Like I said, I don't/wouldn't invest in anything without research.

In this particular instance it seems that the only investments needed would be breeding stock though. Who knows how much that is?

I would bet that you could contact those folks down there who are doing it and ask them.


----------



## seedspreader (Oct 18, 2004)

deaconjim said:


> Before anyone gets into this one, you might want to check this out:
> 
> http://www.discovervancouver.com/forum/topic.asp?TOPIC_ID=196925


yeah, I read that.

Then I did a little research on "crimebustersnow". 

You can help them out by donating $25.00 according to their homepage... LOL.

I guess everyone has an angle.

lol, check this out about the "crimebustersnow" guy: http://injusticebusters.com/2003/Thornton_David.htm He is writing it about himself. 

This is too convoluted to follow...


----------



## ponyboy123 (Jun 5, 2006)

mink, black mink have averaqged $54 USD each over the last 25 years. They raise em in Yexas, so why not where u are?


----------



## ponyboy123 (Jun 5, 2006)

mink, black mink have averaqged $54 USD each over the last 25 years. They raise em in Texas, so why not where u are?


----------



## blufford (Nov 23, 2004)

Store hay.


----------



## Mid Tn Mama (May 11, 2002)

Just reading that article made my radar go up. How many times can you say easy money? Most folks don't advertise that unless they are also selling some....

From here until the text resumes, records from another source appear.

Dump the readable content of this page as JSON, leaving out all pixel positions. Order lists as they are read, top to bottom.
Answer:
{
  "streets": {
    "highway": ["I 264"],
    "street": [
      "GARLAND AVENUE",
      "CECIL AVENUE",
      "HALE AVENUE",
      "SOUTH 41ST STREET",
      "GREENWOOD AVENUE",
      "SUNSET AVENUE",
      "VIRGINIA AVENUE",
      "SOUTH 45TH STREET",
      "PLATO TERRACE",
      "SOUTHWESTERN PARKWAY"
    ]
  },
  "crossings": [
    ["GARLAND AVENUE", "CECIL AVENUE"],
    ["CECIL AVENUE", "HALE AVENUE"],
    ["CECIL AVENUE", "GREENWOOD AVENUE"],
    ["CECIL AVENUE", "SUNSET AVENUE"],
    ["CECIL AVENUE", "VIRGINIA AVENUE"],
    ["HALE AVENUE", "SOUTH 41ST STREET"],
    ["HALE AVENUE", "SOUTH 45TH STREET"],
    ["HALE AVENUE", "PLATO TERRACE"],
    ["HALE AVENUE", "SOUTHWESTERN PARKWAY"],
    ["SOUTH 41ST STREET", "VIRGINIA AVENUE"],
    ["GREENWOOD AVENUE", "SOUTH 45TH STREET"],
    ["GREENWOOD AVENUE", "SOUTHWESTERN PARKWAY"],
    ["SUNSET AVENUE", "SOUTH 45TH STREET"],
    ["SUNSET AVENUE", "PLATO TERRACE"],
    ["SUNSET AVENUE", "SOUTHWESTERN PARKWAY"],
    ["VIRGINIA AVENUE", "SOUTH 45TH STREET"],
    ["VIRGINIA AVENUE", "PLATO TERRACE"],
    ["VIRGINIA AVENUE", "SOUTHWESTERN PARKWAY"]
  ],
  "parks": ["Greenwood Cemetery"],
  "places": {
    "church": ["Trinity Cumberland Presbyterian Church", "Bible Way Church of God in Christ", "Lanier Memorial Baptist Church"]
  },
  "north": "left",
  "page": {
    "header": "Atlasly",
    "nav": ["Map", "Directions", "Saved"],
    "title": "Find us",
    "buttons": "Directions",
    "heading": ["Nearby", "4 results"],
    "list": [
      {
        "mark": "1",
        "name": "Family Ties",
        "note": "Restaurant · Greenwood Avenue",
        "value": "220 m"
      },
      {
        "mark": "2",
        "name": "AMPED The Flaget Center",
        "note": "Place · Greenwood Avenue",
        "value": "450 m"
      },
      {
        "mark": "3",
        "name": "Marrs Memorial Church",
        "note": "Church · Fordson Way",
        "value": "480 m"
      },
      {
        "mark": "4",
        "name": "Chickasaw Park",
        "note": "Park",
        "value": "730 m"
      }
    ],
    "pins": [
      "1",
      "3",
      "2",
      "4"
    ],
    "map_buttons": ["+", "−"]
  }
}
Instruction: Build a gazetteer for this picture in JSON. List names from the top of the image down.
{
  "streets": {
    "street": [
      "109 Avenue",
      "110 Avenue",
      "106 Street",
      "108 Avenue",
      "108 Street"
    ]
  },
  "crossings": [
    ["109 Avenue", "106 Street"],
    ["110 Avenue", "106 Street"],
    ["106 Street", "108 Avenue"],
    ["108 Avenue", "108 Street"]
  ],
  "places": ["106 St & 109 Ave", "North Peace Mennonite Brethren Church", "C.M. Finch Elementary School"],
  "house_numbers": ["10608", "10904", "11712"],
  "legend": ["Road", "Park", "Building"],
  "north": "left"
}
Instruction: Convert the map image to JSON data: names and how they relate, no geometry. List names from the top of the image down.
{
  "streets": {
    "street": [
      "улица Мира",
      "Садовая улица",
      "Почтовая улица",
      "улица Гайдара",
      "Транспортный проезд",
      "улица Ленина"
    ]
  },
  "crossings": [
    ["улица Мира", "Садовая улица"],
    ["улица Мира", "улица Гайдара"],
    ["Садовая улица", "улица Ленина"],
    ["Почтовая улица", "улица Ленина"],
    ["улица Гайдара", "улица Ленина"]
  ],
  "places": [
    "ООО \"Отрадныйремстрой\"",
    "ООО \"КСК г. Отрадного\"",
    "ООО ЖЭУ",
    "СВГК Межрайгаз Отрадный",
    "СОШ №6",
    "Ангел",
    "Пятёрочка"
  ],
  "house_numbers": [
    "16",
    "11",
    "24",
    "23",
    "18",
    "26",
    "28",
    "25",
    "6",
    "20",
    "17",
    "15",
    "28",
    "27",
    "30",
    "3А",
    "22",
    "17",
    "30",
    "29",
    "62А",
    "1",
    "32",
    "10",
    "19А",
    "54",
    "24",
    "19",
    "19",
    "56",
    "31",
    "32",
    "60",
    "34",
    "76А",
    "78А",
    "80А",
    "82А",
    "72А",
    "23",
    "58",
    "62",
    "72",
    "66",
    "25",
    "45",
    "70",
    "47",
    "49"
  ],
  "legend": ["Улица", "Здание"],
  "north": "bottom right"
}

And although Mike Tyson is not known for his intellect, $50,000?


----------



## jedsmom (Aug 15, 2007)

could you modify your operation to do organic or "hormone free" chickens? I would call the animal specialist in your states Extension system. They usually know about things that are going on in your area. In VA and NC there are several processing facilities built with grant money for people who are doing alternative meat production.


----------



## CGUARDSMAN (Dec 28, 2006)

TennesseeMama23 said:


> Is there a company that is local that is a buyer/processor or they independent? We don't have any turkey farms around here.


their contracts are through windham farms. both these families do very well with the turkeys


----------



## cowgirlracer (Mar 13, 2006)

I agree with RH - raise fish. You could get quite a few pools in buildings that large. There is a huge market for non imported (lead free) fish - and every day that we get tainted imports of all types of goods the demand goes up.

My 2 cents,
Anne
CGR


----------



## luvrulz (Feb 3, 2005)

There is so much you can do with the buildings - depending on how close you are to a bigger town/city. Is there a need for a storage facility? Are there any industrial plants or factories around you? Can you start a kind of consignment store with furniture and stuff like that? One guy here did that and is a huge success. He also started a greenhouse in another building.... He's so far off the beaten path and you'd have to get lost to find him - but people drive for miles to get there! Dirt road and all! Amazing....

As for raising chickens in them - could you free range and use the buildings for coops? The thought of something that spends weeks walking around in it's own crap doesn't appeal to me! Growing mushrooms is tough to do - it's very precise and technical as for the temperature, type of dirt etc,etc, etc. 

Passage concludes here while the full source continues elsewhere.